Em ligeira síntese, cuida-se de um instrumento de política pública de proteção e defesa civil. Embora tecnicamente distinto do chamado Fundo de Catástrofe que se constitui em um mecanismo financeiro voltado à cobertura de riscos catastróficos, geralmente estruturado para complementar a capacidade de retenção das seguradoras, ambos servem como instrumento de mutualização de riscos extremos objetivando reduzir exposição sistêmica.

De outro lado, o “termo mútuo que define a associação de várias pessoas para, em comum, suportarem o prejuízo que a qualquer delas possa advir em consequência de um risco a que todas estão sujeitas”[5], especialmente quando combinada com eventuais mecanismos de resseguro público ou fundos de compensação, reforça a solvabilidade do sistema promovendo maior previsibilidade orçamental.

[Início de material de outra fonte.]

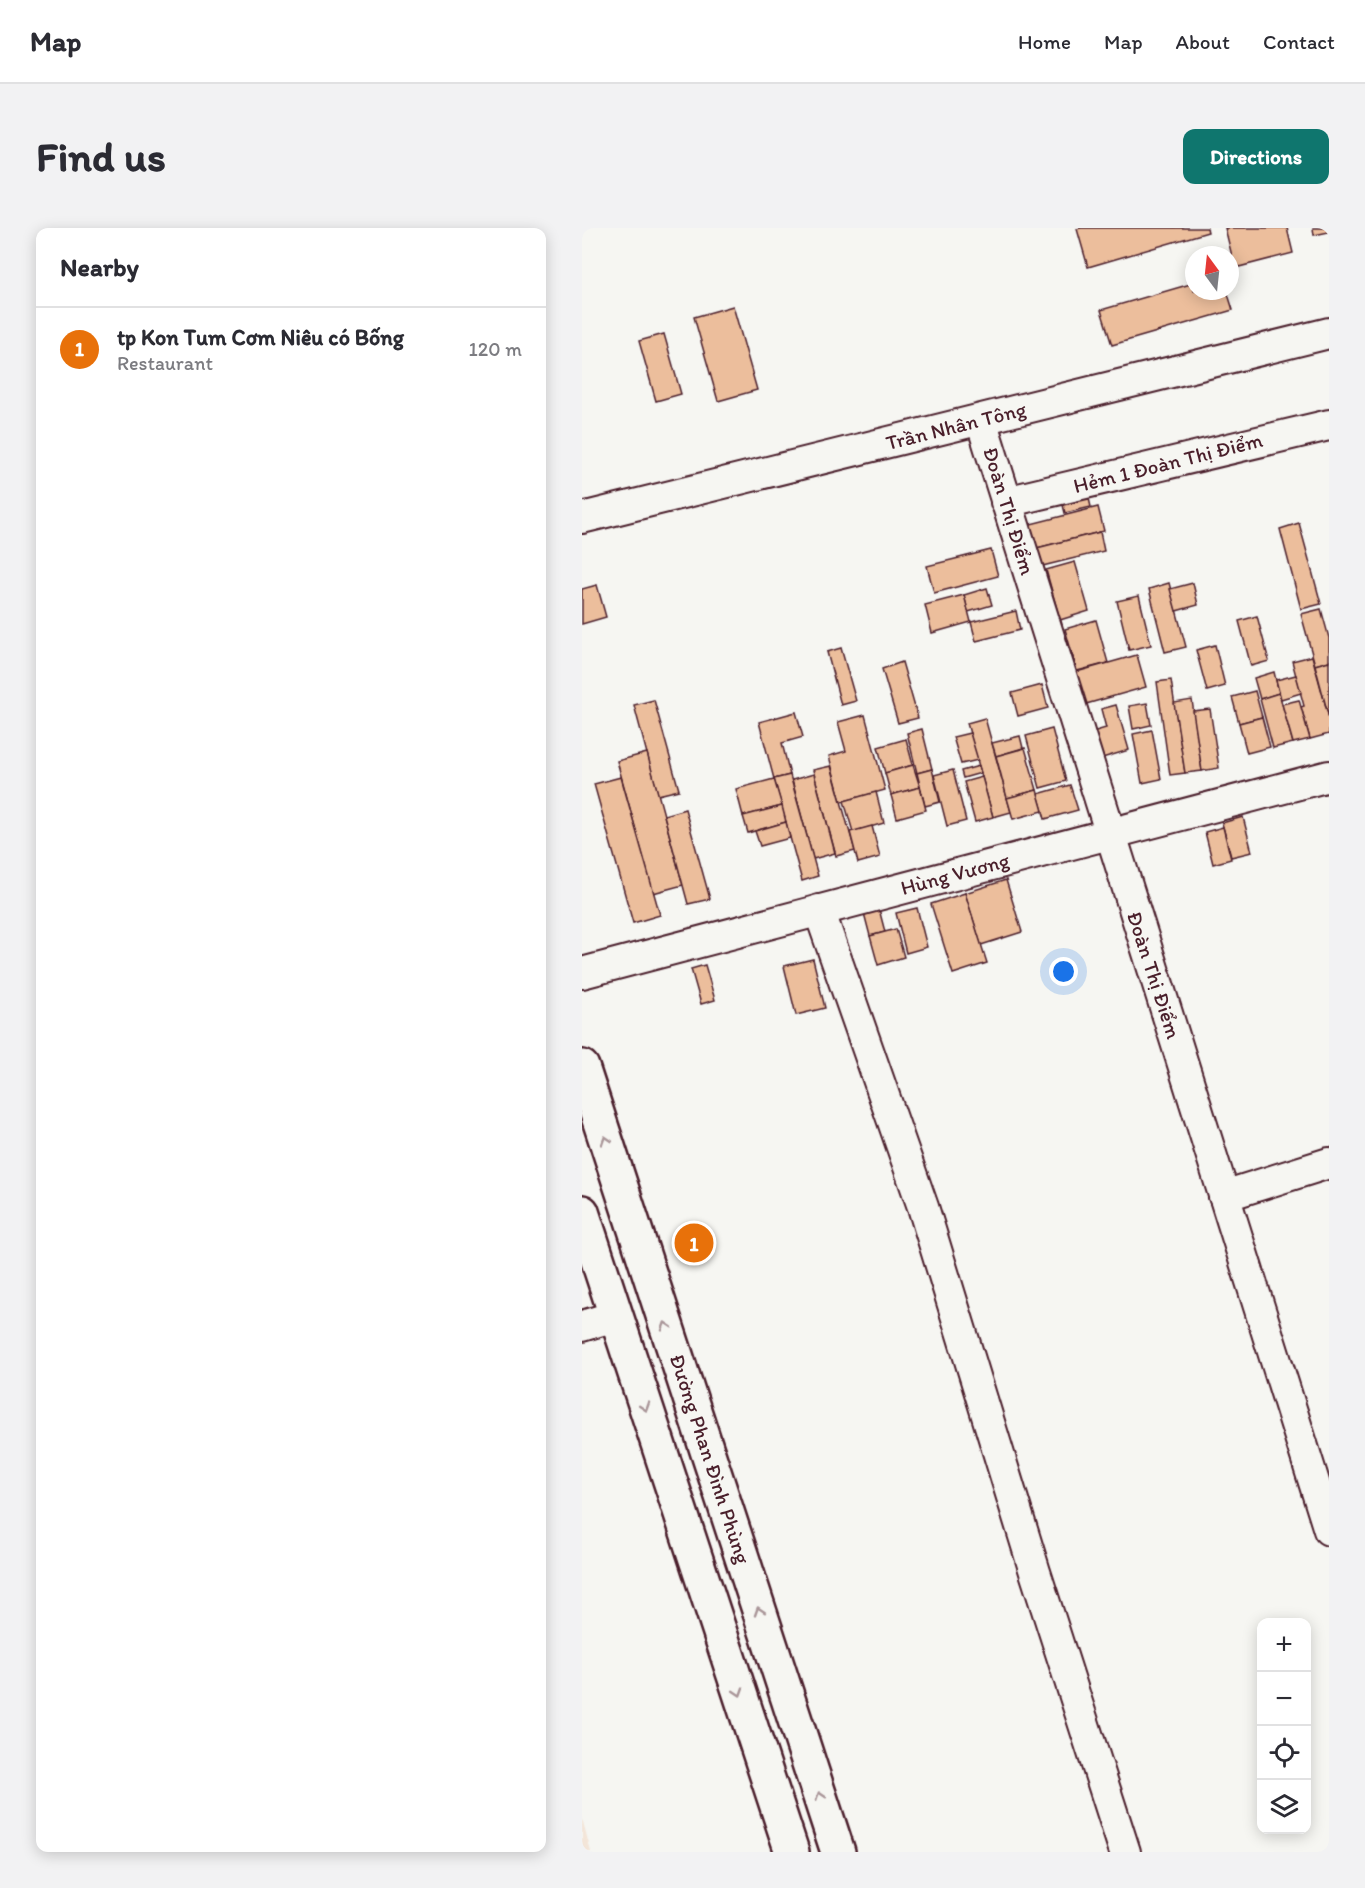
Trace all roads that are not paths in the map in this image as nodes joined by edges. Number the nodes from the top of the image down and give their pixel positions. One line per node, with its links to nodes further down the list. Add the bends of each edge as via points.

Outrossim, o alargamento da obrigatoriedade do seguro no risco de imóveis revela-se compatível com os princípios da função social da propriedade e da solidariedade intergeracional. Ao tornar mais abrangente a cobertura securitária, fomenta-se uma cultura de prevenção e responsabilidade, evitando-se que prejuízos individuais de grande monta se convertam em passivos coletivos. Ademais, amplia-se a base contributiva do sistema, favorecendo a diluição do risco e a moderação dos prêmios.

Em síntese, a proposta da Associação Portuguesa de Seguradores converge com os objetivos de resiliência econômica, justiça distributiva e proteção do património privado, configurando avanço relevante no fortalecimento do mercado segurador e na tutela dos interesses difusos da sociedade. Trata-se, portanto, de iniciativa meritória, que alia técnica securitária, prudência financeira e compromisso social, devendo ser acolhida como passo estruturante na modernização do regime de cobertura de riscos catastróficos e imobiliários.

É como penso.

Porto Alegre, 25 de fevereiro de 2026.

Voltaire Marenzi - Advogado e Professor

[1] Lei número 15.040, de 09.12.2024.

[2] Voltaire Marenzi. Análise da Nova lei de seguros. Roncarati Editora, 2025, página 173.

[3] Lei de Seguros Interpretada. Artigo por Artigo. Editora Foco, 2025, página 153.

[4]Blog Paixão Editores, 24 de fevereiro de 2026.

[5]In, Alexandre Del Fiori. Dicionário de Seguros. Lisbon. Internacional Press, 1ª edição, abril, 2022, página 359.